18 - La forteresse de Magroâs
Galas et Humber s’enfonçaient toujours plus dans le désert. Ils essayaient d’oublier la chaleur écrasante. S’évader de la forteresse avait été un véritable défi, d’autant plus qu’ils étaient très affaiblis par l’interrogatoire musclé de Malest
Maintenant, ils tentaient de rejoindre les nomades, ceux qui les avaient déjà secourus dans ce même désert. Ou bien l’arène, afin de retrouver leurs protégés.
Les lèvres profondément crevassées en déshydratation avancée, Humber finit par s’effondrer. Son esprit devenait incohérent. Incapable d’aligner deux idées pour se relever. Il regrettait leur captivité. Une bulle de son passé se forma, comme un curieux parallèle à son manque d’eau et de nourriture actuels.
Un jour, coincés dans une caverne avec Grover, le fils de Galas, ils avaient tenu sans manger et sans boire pendant trois jours avant d’enfin pouvoir sortir.
Dans le désert brûlant, il comprenait qu’il était vain de lutter. C’était fini. Galas se retourna vers son ami. Il se laissa choir à côté.
— Ça… ne sert à rien. Nous… sommes perdus, articula-t-il péniblement.
Le grand homme partit brutalement en arrière et dévala la dune telle une marionnette désarticulée. Allongé dans le creux, il contempla le ciel un instant. Il tendit une main. Pour se protéger les yeux, déjà à demi-fermés.
Une secousse lui fit émettre un cri de douleurs alors qu’il s’en serait senti incapable. Il avait donc encore de l’énergie, quelque part en lui, songea-t-il confusément.
Il comprit que c’était son ami qui venait de rouler en bas de la dune lui aussi. Pour le rejoindre.
— On devrait rebrousser chemin, dit Galas.
Humber rechigna, grimaça. Pourtant, il se redressa très lentement.
— Je suis incapable de faire… un pas de plus, gémit-il. Encore moins… en sens inverse. Cette forteresse… est maudite !
Galas se redressa lui aussi. Tous deux étaient debout maintenant, comme s’ils se donnaient une énergie mutuelle.
— C’est notre seul espoir ! Nous ne… pouvons pas rester ici !
Ils savaient qu’à la nuit tombée, des créatures rôdaient, profitant de la fraîcheur pour chasser. Il y avait beaucoup de dragons, à ce qu’on disait.
Avec lenteur et bravoure, Galas et Humber reprirent le chemin de la forteresse de Malest.

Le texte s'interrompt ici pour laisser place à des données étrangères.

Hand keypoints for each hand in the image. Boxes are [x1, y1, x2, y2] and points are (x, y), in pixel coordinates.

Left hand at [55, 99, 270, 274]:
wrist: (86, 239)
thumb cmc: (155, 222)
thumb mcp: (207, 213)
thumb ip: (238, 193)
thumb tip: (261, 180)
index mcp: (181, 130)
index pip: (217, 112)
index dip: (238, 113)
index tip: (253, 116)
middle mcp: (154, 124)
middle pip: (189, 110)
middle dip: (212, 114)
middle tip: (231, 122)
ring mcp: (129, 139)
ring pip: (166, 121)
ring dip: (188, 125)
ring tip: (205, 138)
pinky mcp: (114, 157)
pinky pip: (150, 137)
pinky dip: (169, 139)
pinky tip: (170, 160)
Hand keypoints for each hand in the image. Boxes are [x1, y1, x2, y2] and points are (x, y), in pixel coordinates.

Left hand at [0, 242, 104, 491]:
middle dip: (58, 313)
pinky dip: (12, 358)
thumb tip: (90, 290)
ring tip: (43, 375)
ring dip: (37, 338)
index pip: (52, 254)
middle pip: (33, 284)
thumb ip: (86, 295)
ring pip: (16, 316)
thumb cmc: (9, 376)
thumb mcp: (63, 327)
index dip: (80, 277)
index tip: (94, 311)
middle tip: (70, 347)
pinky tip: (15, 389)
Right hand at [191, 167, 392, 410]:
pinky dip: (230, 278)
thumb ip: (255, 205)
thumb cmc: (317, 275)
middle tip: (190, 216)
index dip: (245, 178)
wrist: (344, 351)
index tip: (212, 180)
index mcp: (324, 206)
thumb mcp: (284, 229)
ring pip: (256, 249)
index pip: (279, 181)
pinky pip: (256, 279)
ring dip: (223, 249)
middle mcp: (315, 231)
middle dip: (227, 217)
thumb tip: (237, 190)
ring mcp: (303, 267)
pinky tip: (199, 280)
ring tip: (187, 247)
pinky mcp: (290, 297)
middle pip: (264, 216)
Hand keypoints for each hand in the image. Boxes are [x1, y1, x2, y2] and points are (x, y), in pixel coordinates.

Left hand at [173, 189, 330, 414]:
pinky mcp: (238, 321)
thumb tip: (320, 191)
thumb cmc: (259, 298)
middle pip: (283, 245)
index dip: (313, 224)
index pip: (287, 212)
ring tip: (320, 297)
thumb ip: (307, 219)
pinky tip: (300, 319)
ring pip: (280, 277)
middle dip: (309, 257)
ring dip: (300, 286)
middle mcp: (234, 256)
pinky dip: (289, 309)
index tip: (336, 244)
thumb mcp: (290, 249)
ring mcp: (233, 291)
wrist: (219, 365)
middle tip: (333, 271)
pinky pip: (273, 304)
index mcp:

À cet instant, ils n’avaient pas conscience du péril qui les avait menacés. De l’autre côté de la dune qu’ils avaient renoncé à atteindre, un groupe de brigands faisait une halte. Ils n’auraient
eu aucun mal à mettre en pièce Galas et Humber à cause de leur épuisement.
Heureusement, les deux guerriers n’avaient pas parcouru une si longue distance. Titubants et les poumons prêts à exploser, la forteresse leur apparut. Ils n’eurent toutefois pas la force de la rejoindre.
Ignorant que Galas et Humber étaient si proches, Gérard et ses amis marchaient d’un pas prudent entre les couloirs de la forteresse.
L’architecture rappelait celle du volcan. La présence de chariots renforçait cette impression. Un mécanisme connu uniquement des grogs permettait de faire rouler ces chariots sur des rails.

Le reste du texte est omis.